== Segment start ==
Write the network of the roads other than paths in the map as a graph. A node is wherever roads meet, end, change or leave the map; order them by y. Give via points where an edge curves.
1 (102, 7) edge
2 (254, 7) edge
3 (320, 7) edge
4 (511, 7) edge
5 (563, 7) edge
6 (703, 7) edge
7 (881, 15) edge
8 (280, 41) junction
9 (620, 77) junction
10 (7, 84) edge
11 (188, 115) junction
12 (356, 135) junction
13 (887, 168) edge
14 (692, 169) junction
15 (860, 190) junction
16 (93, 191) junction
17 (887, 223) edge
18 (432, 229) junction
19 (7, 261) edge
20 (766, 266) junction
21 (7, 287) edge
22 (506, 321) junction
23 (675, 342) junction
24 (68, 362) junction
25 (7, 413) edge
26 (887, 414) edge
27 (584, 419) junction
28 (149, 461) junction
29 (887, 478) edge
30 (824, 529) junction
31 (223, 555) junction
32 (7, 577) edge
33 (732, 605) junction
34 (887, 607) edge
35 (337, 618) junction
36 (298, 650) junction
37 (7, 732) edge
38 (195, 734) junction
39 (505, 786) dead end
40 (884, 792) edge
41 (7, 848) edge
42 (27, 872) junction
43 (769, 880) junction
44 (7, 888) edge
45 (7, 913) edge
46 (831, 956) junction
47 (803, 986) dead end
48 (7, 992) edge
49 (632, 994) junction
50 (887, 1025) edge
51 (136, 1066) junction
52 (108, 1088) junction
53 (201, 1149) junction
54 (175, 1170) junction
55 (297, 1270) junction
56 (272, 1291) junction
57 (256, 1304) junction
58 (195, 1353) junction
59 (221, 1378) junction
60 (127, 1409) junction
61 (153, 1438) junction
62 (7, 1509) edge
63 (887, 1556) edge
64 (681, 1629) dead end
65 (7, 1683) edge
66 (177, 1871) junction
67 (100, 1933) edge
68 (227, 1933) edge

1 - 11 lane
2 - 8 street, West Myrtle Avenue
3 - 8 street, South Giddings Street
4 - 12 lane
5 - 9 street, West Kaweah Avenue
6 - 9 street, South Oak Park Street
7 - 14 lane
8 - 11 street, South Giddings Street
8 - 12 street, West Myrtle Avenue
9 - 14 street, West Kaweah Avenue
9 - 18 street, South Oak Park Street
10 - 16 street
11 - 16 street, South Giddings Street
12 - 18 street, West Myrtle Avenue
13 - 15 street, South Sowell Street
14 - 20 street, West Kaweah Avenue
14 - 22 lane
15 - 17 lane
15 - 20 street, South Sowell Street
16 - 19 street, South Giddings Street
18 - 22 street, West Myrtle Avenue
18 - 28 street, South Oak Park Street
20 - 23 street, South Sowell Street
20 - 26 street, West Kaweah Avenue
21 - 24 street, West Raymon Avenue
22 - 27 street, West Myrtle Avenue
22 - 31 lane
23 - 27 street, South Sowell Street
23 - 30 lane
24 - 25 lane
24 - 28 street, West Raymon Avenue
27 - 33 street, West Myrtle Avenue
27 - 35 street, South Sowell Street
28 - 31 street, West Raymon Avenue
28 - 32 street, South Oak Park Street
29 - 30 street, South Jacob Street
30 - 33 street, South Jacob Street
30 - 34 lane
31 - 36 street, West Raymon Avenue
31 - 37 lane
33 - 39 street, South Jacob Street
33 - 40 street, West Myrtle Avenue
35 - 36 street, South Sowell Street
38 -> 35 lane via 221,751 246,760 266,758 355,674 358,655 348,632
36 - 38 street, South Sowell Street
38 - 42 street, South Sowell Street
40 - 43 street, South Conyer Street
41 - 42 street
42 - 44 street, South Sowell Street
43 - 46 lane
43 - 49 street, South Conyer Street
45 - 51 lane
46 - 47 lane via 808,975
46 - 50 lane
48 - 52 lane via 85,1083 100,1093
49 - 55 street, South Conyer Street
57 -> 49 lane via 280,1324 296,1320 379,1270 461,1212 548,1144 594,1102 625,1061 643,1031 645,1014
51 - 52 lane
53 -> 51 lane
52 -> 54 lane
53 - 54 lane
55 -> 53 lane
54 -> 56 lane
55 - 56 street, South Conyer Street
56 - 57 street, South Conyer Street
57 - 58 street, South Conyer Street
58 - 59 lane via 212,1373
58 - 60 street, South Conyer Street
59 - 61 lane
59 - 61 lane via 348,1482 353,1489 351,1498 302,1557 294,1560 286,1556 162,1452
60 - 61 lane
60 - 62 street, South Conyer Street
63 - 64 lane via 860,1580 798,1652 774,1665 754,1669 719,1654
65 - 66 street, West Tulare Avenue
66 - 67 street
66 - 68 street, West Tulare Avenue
== Segment end ==
Exercise brief.
Your reply should be one number: how many lines in this listing contain the string "Tulare".

Output below.
2